» **What you need to do**:
Output all of the data exactly, keeping any images out of the copy.
......
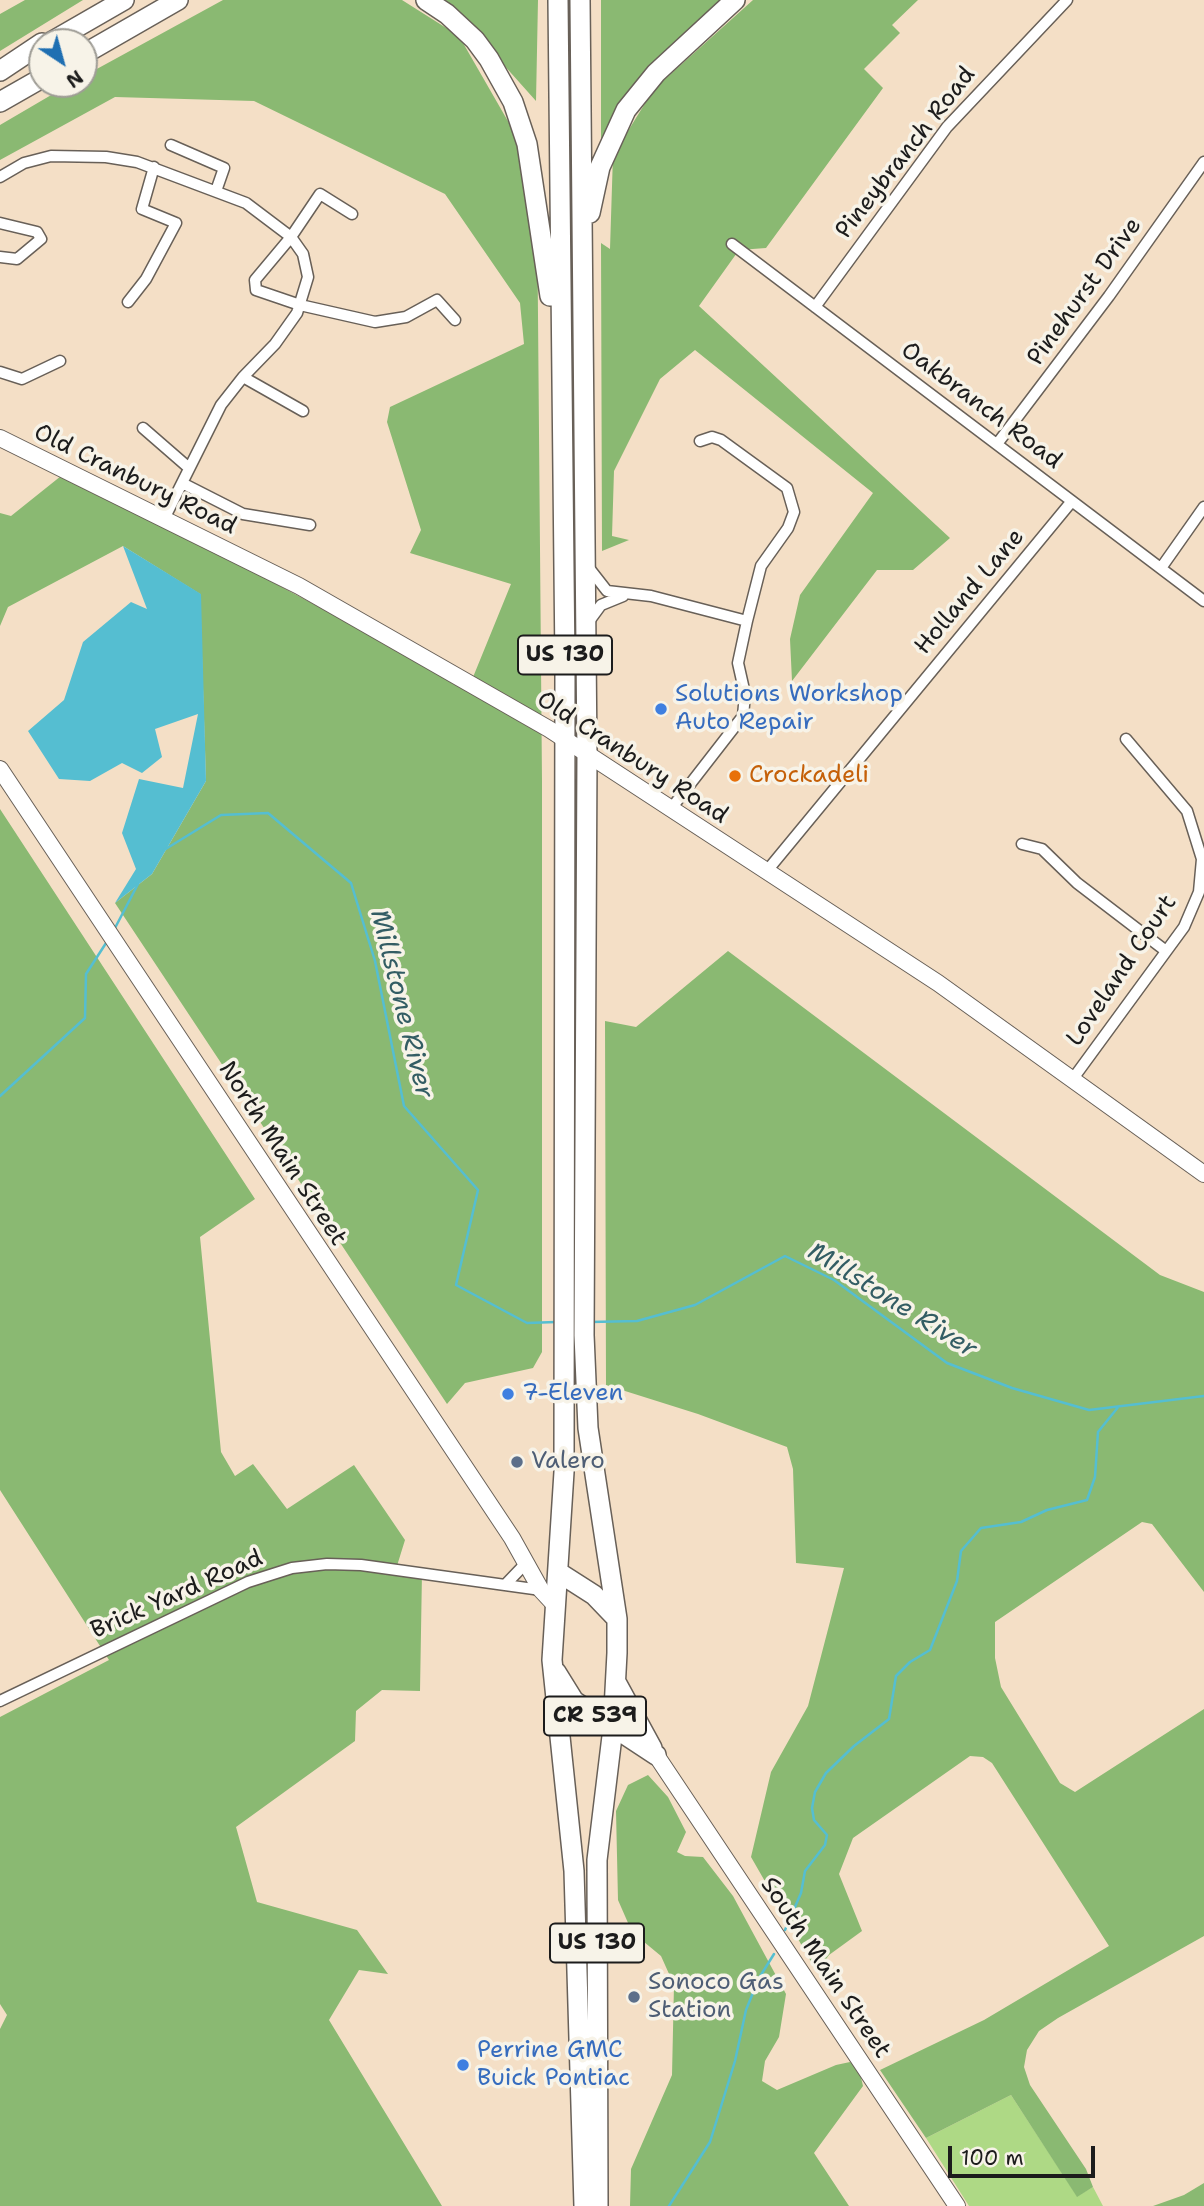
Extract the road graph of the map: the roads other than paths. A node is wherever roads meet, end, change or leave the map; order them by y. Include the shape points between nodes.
1 (103, 0) edge
2 (124, 0) edge
3 (178, 0) edge
4 (426, 0) edge
5 (558, 0) edge
6 (580, 0) edge
7 (735, 0) edge
8 (1067, 0) edge
9 (64, 28) edge
10 (75, 28) edge
11 (98, 46) edge
12 (28, 53) edge
13 (0, 71) edge
14 (28, 86) edge
15 (0, 102) edge
16 (171, 145) dead end
17 (1204, 162) edge
18 (154, 167) junction
19 (0, 177) edge
20 (216, 191) junction
21 (352, 214) dead end
22 (0, 223) edge
23 (291, 237) junction
24 (732, 244) dead end
25 (0, 257) edge
26 (582, 266) junction
27 (128, 302) dead end
28 (300, 305) junction
29 (814, 307) junction
30 (455, 320) dead end
31 (61, 361) dead end
32 (0, 373) edge
33 (243, 377) junction
34 (561, 377) junction
35 (303, 411) dead end
36 (144, 428) dead end
37 (0, 438) edge
38 (700, 440) dead end
39 (997, 444) junction
40 (189, 468) junction
41 (182, 483) junction
42 (1072, 501) junction
43 (1204, 507) edge
44 (164, 519) junction
45 (310, 525) dead end
46 (585, 563) junction
47 (1161, 568) junction
48 (626, 595) junction
49 (1204, 601) edge
50 (747, 621) junction
51 (586, 631) junction
52 (1126, 739) dead end
53 (565, 740) junction
54 (587, 755) junction
55 (0, 769) edge
56 (670, 810) junction
57 (1022, 844) dead end
58 (766, 872) junction
59 (1166, 951) junction
60 (1072, 1080) junction
61 (1204, 1174) edge
62 (574, 1310) junction
63 (527, 1562) junction
64 (558, 1572) junction
65 (506, 1585) junction
66 (581, 1586) junction
67 (547, 1597) junction
68 (617, 1619) junction
69 (552, 1660) junction
70 (616, 1688) junction
71 (0, 1700) edge
72 (575, 1701) junction
73 (613, 1728) junction
74 (649, 1749) junction
75 (608, 1766) junction
76 (584, 2206) edge
77 (598, 2206) edge
78 (957, 2206) edge

1 - 9 highway
2 - 10 highway
3 - 11 highway
4 - 34 highway via 475,40 503,82 520,123 530,161
5 - 34 highway, US 130
6 - 26 highway, US 130
7 - 26 highway via 656,73 626,110 600,167
8 - 29 street, Pineybranch Road via 947,127
12 - 13 highway
14 - 15 highway
16 - 20 street via 224,168
17 - 39 street, Pinehurst Drive
18 - 19 street via 121,158 51,156 24,163
18 - 20 street
18 - 27 street via 142,209 176,223
20 - 23 street via 246,203
21 - 23 street via 320,194
22 - 25 street via 37,232 40,239 17,259
23 - 28 street via 306,265 306,290
23 - 28 street via 254,285 260,293
24 - 29 street, Oakbranch Road
26 - 46 highway, US 130
28 - 30 street via 375,322 406,317 437,300
28 - 33 street via 275,344
29 - 39 street, Oakbranch Road
31 - 32 street via 22,380
33 - 35 street
33 - 40 street via 216,415
34 - 53 highway, US 130
36 - 40 street
37 - 44 street, Old Cranbury Road
38 - 50 street via 721,440 786,488 794,504 792,520 761,566
39 - 42 street, Oakbranch Road
40 - 41 street
41 - 44 street
41 - 45 street via 243,514
42 - 47 street, Oakbranch Road
42 - 58 street, Holland Lane
43 - 47 street
44 - 53 street, Old Cranbury Road via 299,586
46 - 48 street via 607,591
46 - 51 highway, US 130
47 - 49 street, Oakbranch Road
48 - 50 street via 651,596
48 - 51 street via 601,605
50 - 56 street via 738,663 745,694 743,716
51 - 54 highway, US 130
52 - 59 street, Loveland Court via 1187,811 1202,859 1192,912
53 - 54 street, Old Cranbury Road
53 - 62 highway, US 130
54 - 56 street, Old Cranbury Road
54 - 62 highway, US 130
55 - 63 street, North Main Street
56 - 58 street, Old Cranbury Road
57 - 59 street via 1042,849 1077,883
58 - 60 street, Old Cranbury Road via 938,983
59 - 60 street, Loveland Court
60 - 61 street, Old Cranbury Road
62 - 64 highway, US 130 via 564,1335
62 - 68 highway, US 130 via 584,1335 588,1428
63 - 64 street via 539,1562
63 - 65 street
63 - 67 street, North Main Street
64 - 66 highway
64 - 67 highway, US 130
65 - 67 street, Brick Yard Road
65 - 71 street, Brick Yard Road via 361,1565 292,1568 248,1582
66 - 67 highway
66 - 68 highway
67 - 69 highway, US 130
68 - 70 highway, US 130
69 - 72 highway, CR 539
69 - 76 highway, US 130 via 574,1871
70 - 72 highway via 594,1707
70 - 73 highway, US 130
70 - 74 highway, CR 539
72 - 73 highway, CR 539
73 - 74 highway, CR 539
73 - 75 highway, US 130
74 - 75 highway via 626,1746
74 - 78 street, South Main Street / CR 539
75 - 77 highway, US 130 via 597,1860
......
» **Task response**:
Extract the road graph of the map: the roads other than paths. A node is wherever roads meet, end, change or leave the map; order them by y. Include the shape points between nodes.
1 (103, 0) edge
2 (124, 0) edge
3 (178, 0) edge
4 (426, 0) edge
5 (558, 0) edge
6 (580, 0) edge
7 (735, 0) edge
8 (1067, 0) edge
9 (64, 28) edge
10 (75, 28) edge
11 (98, 46) edge
12 (28, 53) edge
13 (0, 71) edge
14 (28, 86) edge
15 (0, 102) edge
16 (171, 145) dead end
17 (1204, 162) edge
18 (154, 167) junction
19 (0, 177) edge
20 (216, 191) junction
21 (352, 214) dead end
22 (0, 223) edge
23 (291, 237) junction
24 (732, 244) dead end
25 (0, 257) edge
26 (582, 266) junction
27 (128, 302) dead end
28 (300, 305) junction
29 (814, 307) junction
30 (455, 320) dead end
31 (61, 361) dead end
32 (0, 373) edge
33 (243, 377) junction
34 (561, 377) junction
35 (303, 411) dead end
36 (144, 428) dead end
37 (0, 438) edge
38 (700, 440) dead end
39 (997, 444) junction
40 (189, 468) junction
41 (182, 483) junction
42 (1072, 501) junction
43 (1204, 507) edge
44 (164, 519) junction
45 (310, 525) dead end
46 (585, 563) junction
47 (1161, 568) junction
48 (626, 595) junction
49 (1204, 601) edge
50 (747, 621) junction
51 (586, 631) junction
52 (1126, 739) dead end
53 (565, 740) junction
54 (587, 755) junction
55 (0, 769) edge
56 (670, 810) junction
57 (1022, 844) dead end
58 (766, 872) junction
59 (1166, 951) junction
60 (1072, 1080) junction
61 (1204, 1174) edge
62 (574, 1310) junction
63 (527, 1562) junction
64 (558, 1572) junction
65 (506, 1585) junction
66 (581, 1586) junction
67 (547, 1597) junction
68 (617, 1619) junction
69 (552, 1660) junction
70 (616, 1688) junction
71 (0, 1700) edge
72 (575, 1701) junction
73 (613, 1728) junction
74 (649, 1749) junction
75 (608, 1766) junction
76 (584, 2206) edge
77 (598, 2206) edge
78 (957, 2206) edge

1 - 9 highway
2 - 10 highway
3 - 11 highway
4 - 34 highway via 475,40 503,82 520,123 530,161
5 - 34 highway, US 130
6 - 26 highway, US 130
7 - 26 highway via 656,73 626,110 600,167
8 - 29 street, Pineybranch Road via 947,127
12 - 13 highway
14 - 15 highway
16 - 20 street via 224,168
17 - 39 street, Pinehurst Drive
18 - 19 street via 121,158 51,156 24,163
18 - 20 street
18 - 27 street via 142,209 176,223
20 - 23 street via 246,203
21 - 23 street via 320,194
22 - 25 street via 37,232 40,239 17,259
23 - 28 street via 306,265 306,290
23 - 28 street via 254,285 260,293
24 - 29 street, Oakbranch Road
26 - 46 highway, US 130
28 - 30 street via 375,322 406,317 437,300
28 - 33 street via 275,344
29 - 39 street, Oakbranch Road
31 - 32 street via 22,380
33 - 35 street
33 - 40 street via 216,415
34 - 53 highway, US 130
36 - 40 street
37 - 44 street, Old Cranbury Road
38 - 50 street via 721,440 786,488 794,504 792,520 761,566
39 - 42 street, Oakbranch Road
40 - 41 street
41 - 44 street
41 - 45 street via 243,514
42 - 47 street, Oakbranch Road
42 - 58 street, Holland Lane
43 - 47 street
44 - 53 street, Old Cranbury Road via 299,586
46 - 48 street via 607,591
46 - 51 highway, US 130
47 - 49 street, Oakbranch Road
48 - 50 street via 651,596
48 - 51 street via 601,605
50 - 56 street via 738,663 745,694 743,716
51 - 54 highway, US 130
52 - 59 street, Loveland Court via 1187,811 1202,859 1192,912
53 - 54 street, Old Cranbury Road
53 - 62 highway, US 130
54 - 56 street, Old Cranbury Road
54 - 62 highway, US 130
55 - 63 street, North Main Street
56 - 58 street, Old Cranbury Road
57 - 59 street via 1042,849 1077,883
58 - 60 street, Old Cranbury Road via 938,983
59 - 60 street, Loveland Court
60 - 61 street, Old Cranbury Road
62 - 64 highway, US 130 via 564,1335
62 - 68 highway, US 130 via 584,1335 588,1428
63 - 64 street via 539,1562
63 - 65 street
63 - 67 street, North Main Street
64 - 66 highway
64 - 67 highway, US 130
65 - 67 street, Brick Yard Road
65 - 71 street, Brick Yard Road via 361,1565 292,1568 248,1582
66 - 67 highway
66 - 68 highway
67 - 69 highway, US 130
68 - 70 highway, US 130
69 - 72 highway, CR 539
69 - 76 highway, US 130 via 574,1871
70 - 72 highway via 594,1707
70 - 73 highway, US 130
70 - 74 highway, CR 539
72 - 73 highway, CR 539
73 - 74 highway, CR 539
73 - 75 highway, US 130
74 - 75 highway via 626,1746
74 - 78 street, South Main Street / CR 539
75 - 77 highway, US 130 via 597,1860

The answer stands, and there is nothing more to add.